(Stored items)
--------------------

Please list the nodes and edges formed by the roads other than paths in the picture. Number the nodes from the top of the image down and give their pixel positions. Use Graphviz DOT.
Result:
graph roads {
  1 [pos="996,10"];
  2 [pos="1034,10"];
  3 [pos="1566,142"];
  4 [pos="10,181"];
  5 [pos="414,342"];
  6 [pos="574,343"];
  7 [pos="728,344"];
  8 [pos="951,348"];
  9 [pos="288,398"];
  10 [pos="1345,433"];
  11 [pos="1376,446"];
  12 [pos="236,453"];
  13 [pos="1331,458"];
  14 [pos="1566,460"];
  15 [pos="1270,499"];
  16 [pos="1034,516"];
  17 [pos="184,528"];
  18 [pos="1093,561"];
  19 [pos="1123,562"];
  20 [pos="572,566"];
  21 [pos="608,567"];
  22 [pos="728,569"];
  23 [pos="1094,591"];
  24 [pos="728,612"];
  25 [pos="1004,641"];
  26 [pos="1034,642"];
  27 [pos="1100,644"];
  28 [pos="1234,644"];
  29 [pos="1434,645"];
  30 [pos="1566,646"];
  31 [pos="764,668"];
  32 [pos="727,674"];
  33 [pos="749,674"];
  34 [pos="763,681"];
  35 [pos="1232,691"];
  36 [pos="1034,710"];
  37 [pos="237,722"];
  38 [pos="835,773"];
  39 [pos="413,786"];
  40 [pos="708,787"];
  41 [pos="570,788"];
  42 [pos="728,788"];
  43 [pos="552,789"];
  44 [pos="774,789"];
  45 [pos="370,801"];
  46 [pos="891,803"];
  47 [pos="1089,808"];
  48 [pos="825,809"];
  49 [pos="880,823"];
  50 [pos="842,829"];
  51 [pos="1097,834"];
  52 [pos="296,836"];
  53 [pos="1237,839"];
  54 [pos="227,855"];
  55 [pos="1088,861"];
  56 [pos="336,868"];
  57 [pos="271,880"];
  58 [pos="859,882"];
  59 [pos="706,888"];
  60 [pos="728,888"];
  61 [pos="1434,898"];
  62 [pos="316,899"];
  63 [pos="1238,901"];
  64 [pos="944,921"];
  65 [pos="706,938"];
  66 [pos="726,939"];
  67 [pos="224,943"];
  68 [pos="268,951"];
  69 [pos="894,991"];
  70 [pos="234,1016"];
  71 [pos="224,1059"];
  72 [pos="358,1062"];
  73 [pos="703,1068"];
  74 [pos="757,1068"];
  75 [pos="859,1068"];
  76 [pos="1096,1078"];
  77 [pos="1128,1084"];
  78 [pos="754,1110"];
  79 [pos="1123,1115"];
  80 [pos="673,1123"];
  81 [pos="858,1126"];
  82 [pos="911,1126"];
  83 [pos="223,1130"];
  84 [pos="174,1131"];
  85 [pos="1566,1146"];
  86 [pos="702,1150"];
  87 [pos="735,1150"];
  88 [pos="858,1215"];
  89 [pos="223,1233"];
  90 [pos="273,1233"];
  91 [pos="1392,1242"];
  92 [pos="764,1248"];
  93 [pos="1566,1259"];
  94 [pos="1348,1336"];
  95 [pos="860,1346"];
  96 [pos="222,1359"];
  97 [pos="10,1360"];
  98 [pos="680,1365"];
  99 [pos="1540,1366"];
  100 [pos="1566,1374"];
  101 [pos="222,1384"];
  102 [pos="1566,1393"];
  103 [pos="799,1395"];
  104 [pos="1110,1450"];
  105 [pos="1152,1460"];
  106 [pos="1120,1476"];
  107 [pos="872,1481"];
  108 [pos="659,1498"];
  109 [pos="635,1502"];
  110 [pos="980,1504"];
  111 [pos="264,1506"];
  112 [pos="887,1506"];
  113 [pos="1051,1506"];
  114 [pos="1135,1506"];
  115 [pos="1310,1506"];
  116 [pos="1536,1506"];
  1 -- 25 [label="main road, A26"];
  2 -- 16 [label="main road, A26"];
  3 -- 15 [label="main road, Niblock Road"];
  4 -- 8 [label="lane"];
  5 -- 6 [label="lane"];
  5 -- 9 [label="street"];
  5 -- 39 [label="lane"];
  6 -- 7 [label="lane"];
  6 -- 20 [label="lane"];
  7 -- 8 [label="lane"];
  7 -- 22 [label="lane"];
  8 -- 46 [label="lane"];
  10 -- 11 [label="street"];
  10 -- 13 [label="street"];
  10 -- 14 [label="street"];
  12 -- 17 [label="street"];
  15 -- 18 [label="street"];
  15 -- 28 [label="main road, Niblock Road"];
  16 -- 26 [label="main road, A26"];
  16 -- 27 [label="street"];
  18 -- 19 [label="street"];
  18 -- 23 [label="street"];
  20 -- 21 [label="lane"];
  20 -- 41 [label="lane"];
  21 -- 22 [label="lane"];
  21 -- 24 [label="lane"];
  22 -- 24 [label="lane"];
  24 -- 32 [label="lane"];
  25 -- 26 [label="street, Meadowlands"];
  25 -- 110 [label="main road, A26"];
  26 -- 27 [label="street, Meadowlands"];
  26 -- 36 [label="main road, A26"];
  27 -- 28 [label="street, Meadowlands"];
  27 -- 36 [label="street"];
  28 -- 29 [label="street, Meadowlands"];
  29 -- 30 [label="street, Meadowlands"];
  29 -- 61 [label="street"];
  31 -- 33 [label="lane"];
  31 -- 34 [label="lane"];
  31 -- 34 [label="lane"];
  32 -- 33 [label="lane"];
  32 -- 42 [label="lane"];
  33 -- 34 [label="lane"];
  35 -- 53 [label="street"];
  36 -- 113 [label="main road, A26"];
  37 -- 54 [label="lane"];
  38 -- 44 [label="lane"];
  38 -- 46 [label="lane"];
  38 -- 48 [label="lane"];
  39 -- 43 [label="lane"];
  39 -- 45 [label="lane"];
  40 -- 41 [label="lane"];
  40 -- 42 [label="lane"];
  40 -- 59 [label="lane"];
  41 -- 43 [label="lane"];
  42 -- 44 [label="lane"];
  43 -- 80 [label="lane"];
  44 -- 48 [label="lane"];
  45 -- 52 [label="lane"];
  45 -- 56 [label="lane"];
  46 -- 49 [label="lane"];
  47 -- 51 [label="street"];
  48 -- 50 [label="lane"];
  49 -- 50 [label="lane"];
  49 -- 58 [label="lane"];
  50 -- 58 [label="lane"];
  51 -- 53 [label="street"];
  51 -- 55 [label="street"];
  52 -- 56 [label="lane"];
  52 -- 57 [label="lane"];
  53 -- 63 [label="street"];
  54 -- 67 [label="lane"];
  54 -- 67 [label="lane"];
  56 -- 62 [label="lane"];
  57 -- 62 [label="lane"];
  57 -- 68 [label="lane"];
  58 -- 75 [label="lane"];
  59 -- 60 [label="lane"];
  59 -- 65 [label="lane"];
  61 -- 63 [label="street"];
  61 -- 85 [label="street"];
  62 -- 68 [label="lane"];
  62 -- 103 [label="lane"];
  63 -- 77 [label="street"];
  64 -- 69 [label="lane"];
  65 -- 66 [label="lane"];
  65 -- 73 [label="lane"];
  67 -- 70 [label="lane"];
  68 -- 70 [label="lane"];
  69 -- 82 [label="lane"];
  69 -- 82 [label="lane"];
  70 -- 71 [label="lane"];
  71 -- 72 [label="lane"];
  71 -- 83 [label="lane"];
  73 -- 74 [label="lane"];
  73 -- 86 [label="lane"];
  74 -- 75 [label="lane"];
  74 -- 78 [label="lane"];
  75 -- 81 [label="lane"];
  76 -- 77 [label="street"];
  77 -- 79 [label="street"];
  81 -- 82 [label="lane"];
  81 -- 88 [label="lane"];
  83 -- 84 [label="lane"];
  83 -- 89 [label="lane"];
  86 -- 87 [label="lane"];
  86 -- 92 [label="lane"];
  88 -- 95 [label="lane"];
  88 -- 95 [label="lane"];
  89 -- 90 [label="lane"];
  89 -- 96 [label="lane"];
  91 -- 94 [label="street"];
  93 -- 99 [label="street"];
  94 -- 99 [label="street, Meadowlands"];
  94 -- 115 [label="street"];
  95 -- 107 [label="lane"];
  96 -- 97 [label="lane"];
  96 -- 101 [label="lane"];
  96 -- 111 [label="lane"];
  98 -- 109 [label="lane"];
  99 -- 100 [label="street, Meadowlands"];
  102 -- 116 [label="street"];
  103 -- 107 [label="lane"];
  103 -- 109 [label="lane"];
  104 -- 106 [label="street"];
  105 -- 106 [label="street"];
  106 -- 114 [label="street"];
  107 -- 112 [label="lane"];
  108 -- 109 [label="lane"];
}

--------------------

[ACTIVITY]
When the word "Niblock" occurs in a line above, list that line.

[EXERCISE SOLUTION]
  3 -- 15 [label="main road, Niblock Road"];
  15 -- 28 [label="main road, Niblock Road"];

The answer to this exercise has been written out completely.